小池 最近のツアーのお客さんは、文句を言う割におとなしいっていう話があります。一生懸命だけど、妙に静かで黙々と登るんです。本当に楽しいのかなって。昔のお客さんって、文句は言わないけれど、けっこうワイワイ賑やかだったんですよね。
風間 それはきっと、「僕は富士山の頂上に立った」っていうポイントをゲットしに行ってるからなんじゃないかな。だから山頂に立たなきゃ意味ないし、その過程にはあんまり関心が無いんだと思うな。
小池 そういう意味では、昔の人の方が、富士山そのものを楽しんで登るのかもしれませんね。僕が初めてガイドをしたのも四国から来た老人会のツアーだったんですけれど、みんな富士山を楽しみに来ていて、是が非でも山頂をめざそうというのではなかったです。とにかく憧れてた富士山を歩ければよかった。富士山のそばに住んでいる僕にとっては、当時そういう感覚そのものが新鮮だったのを覚えています。僕が関係する中学校の登山行事では、説明会の時点で生徒に予め自分が登る目標に○をつけてもらったりもありました。「僕は七合目まで」「僕は山頂まで」とかって。自分の目標を自分で決める。必ずしも山頂に立つことだけが富士登山ではないんですよね。もっとも今の人達は、たとえ危険だとわかっても、けっこう説得しないと途中ではやめてくれませんけどね。

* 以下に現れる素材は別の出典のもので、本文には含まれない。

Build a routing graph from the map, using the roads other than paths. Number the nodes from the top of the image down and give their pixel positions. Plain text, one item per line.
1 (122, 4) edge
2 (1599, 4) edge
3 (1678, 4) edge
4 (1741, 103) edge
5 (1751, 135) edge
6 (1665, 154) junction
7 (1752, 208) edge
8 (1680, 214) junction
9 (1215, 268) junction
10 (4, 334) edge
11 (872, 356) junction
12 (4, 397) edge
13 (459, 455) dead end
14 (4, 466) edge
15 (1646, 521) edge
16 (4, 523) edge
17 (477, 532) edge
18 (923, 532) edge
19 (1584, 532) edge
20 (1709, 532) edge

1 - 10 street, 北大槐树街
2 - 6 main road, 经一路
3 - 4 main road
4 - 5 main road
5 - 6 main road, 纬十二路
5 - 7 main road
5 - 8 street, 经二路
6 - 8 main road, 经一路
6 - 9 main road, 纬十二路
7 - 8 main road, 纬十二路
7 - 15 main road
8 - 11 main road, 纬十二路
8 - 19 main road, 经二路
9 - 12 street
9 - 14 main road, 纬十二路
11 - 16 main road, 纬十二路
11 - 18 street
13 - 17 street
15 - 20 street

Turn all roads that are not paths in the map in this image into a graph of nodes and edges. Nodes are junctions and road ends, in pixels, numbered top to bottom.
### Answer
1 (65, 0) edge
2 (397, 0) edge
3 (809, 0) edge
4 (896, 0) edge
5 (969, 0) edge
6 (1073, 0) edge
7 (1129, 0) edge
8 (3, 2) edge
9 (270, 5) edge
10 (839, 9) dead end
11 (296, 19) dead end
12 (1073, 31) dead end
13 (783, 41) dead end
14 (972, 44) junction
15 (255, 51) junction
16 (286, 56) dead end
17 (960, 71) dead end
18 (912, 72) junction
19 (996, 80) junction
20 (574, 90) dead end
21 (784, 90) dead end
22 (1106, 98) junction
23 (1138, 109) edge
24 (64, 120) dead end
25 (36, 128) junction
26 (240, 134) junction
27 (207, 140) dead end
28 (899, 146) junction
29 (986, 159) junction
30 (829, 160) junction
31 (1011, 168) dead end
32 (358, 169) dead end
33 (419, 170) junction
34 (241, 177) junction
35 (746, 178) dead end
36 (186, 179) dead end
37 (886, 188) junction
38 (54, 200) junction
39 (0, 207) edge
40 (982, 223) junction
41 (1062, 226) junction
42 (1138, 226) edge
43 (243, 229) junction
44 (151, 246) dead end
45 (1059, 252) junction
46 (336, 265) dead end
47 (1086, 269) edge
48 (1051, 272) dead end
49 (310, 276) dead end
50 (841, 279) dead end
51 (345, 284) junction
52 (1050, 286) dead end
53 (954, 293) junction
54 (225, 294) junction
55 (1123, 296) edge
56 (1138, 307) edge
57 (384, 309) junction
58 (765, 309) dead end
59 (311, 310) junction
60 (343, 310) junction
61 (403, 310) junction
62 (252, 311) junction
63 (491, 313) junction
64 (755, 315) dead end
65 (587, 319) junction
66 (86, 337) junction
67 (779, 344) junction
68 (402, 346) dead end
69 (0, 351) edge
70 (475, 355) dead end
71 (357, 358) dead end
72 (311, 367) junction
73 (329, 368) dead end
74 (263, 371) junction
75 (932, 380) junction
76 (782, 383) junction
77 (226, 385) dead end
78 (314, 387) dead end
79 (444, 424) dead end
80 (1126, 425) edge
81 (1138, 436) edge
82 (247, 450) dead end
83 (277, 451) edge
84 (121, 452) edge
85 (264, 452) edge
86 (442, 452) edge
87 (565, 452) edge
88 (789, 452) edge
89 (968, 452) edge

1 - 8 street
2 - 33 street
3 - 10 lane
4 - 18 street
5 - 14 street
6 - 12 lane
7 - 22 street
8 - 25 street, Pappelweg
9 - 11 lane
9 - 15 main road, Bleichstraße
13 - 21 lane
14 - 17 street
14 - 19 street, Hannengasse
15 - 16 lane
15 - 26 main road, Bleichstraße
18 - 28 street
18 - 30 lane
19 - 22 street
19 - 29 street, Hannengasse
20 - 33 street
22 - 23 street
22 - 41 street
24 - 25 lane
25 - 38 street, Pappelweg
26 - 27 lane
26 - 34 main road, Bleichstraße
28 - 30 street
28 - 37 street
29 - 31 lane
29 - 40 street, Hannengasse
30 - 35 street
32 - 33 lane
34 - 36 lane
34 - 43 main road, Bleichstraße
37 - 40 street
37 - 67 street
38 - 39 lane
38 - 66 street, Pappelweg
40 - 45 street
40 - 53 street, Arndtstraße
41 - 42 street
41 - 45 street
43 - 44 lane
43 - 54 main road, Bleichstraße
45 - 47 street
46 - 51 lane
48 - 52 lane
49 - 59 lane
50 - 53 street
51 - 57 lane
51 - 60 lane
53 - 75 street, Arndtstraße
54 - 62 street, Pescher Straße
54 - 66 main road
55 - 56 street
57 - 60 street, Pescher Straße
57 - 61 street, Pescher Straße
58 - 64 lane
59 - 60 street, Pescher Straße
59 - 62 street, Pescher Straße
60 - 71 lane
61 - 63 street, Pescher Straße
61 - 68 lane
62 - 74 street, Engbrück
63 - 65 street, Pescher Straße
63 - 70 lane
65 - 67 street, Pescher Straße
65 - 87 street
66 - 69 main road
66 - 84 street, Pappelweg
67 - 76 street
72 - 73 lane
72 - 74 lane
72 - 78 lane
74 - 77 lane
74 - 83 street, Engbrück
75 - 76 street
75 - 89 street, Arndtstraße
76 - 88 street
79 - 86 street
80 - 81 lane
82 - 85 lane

― やっぱり日本人はみんな、「富士山だから」っていう気持ちがあるんでしょうか。

小池 そうでしょうね。特に学校関係はそうですね。集団行動を学ぶだけの登山なら、他の山でもいいんですよ。だから、こだわりの存在は感じますね。やっぱり富士山に登りたいって。

― それは、なぜなんでしょう?

小池 やっぱり「日本一」。に、身を寄せるってことでしょうか。みんなが富士山に来る理由っていうのは。みんなが知ってる山であって、日本一の山。いろんな意味で。そういう自然の中に心の拠り所を見いだすって、これも日本人の自然観のひとつなんじゃないでしょうか。そう思います。ね。

小池亦彦

Matahiko Koike

富士吉田市案内人組合登録案内人。富士宮山小屋組合公認ガイド。ひょんなことからガイドという仕事に足を踏み入れ、ひょんなことから風間村長と出会い、以後、風間村長が最も信頼するガイドのひとりとなる。富士山ガイド歴30年、登った回数は800回くらい。ガイドの中では少ない方だとは本人談。この人に富士山の話を聞きだしたら1年中でも飽きずにいられる、と、風間信長が太鼓判を押す"物知り博士"。